I’m experimenting with work arounds for scsynth.wasm’s lack of libsndfile support. I am transferring buffer contents forth and back from audio files stored in IndexedDB. The performance is good for filling a long buffer by sending contents from the client, but the other direction is a bottleneck, receiving the buffer contents in the client. Here are some quick numbers in milliseconds for a 42 seconds stereo buffer at 48 kHz:
BUF READ - time spent reading 1113, spent sending 1871
BUF WRITE - time spent writing 3139, spent receiving 25661
The first shows that file I/O (in the client, reading from IndexedDB) takes around 1 second, OSC transmission takes around 2 seconds. The second shows that file I/O (in the client, writing to IndexedDB) takes around 3 seconds, but receiving the contents from scsynth.wasm takes wopping 25 seconds.
So I wonder if anyone has a clue why the b_getn part is so much slower than the b_setn part. Both are asynchronous buffer commands, the code for the two directions I use is more or less symmetrical (no parallelism, always waiting for the OSC commands to complete).

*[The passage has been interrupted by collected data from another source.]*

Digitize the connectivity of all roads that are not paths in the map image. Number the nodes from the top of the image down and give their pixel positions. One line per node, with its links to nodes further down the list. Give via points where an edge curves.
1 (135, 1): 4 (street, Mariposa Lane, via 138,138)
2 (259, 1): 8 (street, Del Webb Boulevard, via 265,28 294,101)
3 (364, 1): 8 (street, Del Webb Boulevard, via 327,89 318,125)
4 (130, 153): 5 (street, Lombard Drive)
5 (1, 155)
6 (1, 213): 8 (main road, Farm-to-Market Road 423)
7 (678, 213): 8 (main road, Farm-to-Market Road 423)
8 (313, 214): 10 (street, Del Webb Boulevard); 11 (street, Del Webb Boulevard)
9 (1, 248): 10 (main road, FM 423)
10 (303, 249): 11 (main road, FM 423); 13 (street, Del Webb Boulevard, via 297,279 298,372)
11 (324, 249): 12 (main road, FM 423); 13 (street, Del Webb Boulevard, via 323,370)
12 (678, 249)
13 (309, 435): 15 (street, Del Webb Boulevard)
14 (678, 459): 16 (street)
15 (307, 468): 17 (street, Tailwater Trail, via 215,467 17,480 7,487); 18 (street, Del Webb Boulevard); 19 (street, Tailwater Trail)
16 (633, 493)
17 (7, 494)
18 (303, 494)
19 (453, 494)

Ha. Ok, that would explain it. What is the technical reason that b_setn can operate synchronously, but b_getn does not?
Any ideas to speed up the b_getn part then? What if I “clump” multiple b_getn requests per cycle, would that help? (implementing that is a bit of work that’s why I’d like some opinions beforehand)
By the way, I do add a /sync to the /b_setn part, so it does perform a full cycle till the non-realtime thread, I suppose.
What is the technical reason that b_setn can operate synchronously, but b_getn does not?
In both cases, the reading/writing of buffer data happens synchronously in stage1 (= RT thread). It’s just that b_getn also needs to send a reply message, which happens in stage2 (= NRT thread), so there’s always an additional NRT thread roundtrip.
no parallelism, always waiting for the OSC commands to complete
I think that might be a problem. It’s not necessary to sync for every b_getn message. You can just fire them in batches and then collect the OSC reply messages. However, if you’re using UDP, you would need to add some time between batches, otherwise you risk overflowing the UDP receive buffer and lose messages.
For b_setn you don’t need to sync at all! But the same caveat about UDP applies.
I see. Well, I didn’t want to “clot” the server, that’s why I added the sync for client-to-server as a “natural” throttle. I will try to send multiple b_getn independently then and see what happens. Perhaps I add a minimum duration between requests, again not to clot the NRT queue, as other stuff should be able to be processed without much delay. I use TCP on the desktop (BTW, the receive duration here is 12 seconds, so twice as fast as browser, which gives a good indication of the current wasm performance; still too slow IMHO), so no problem with losing UDP packets. In the browser, no network is involved, the messages are directly passed between JS and WASM, so again no danger of losing packets.
I use clumping of ten requests now which quite directly translates into a 10 times speed up. Seeing occasional xruns in the browser now, but not dramatic (should move to Audio Worklets at some point in any case).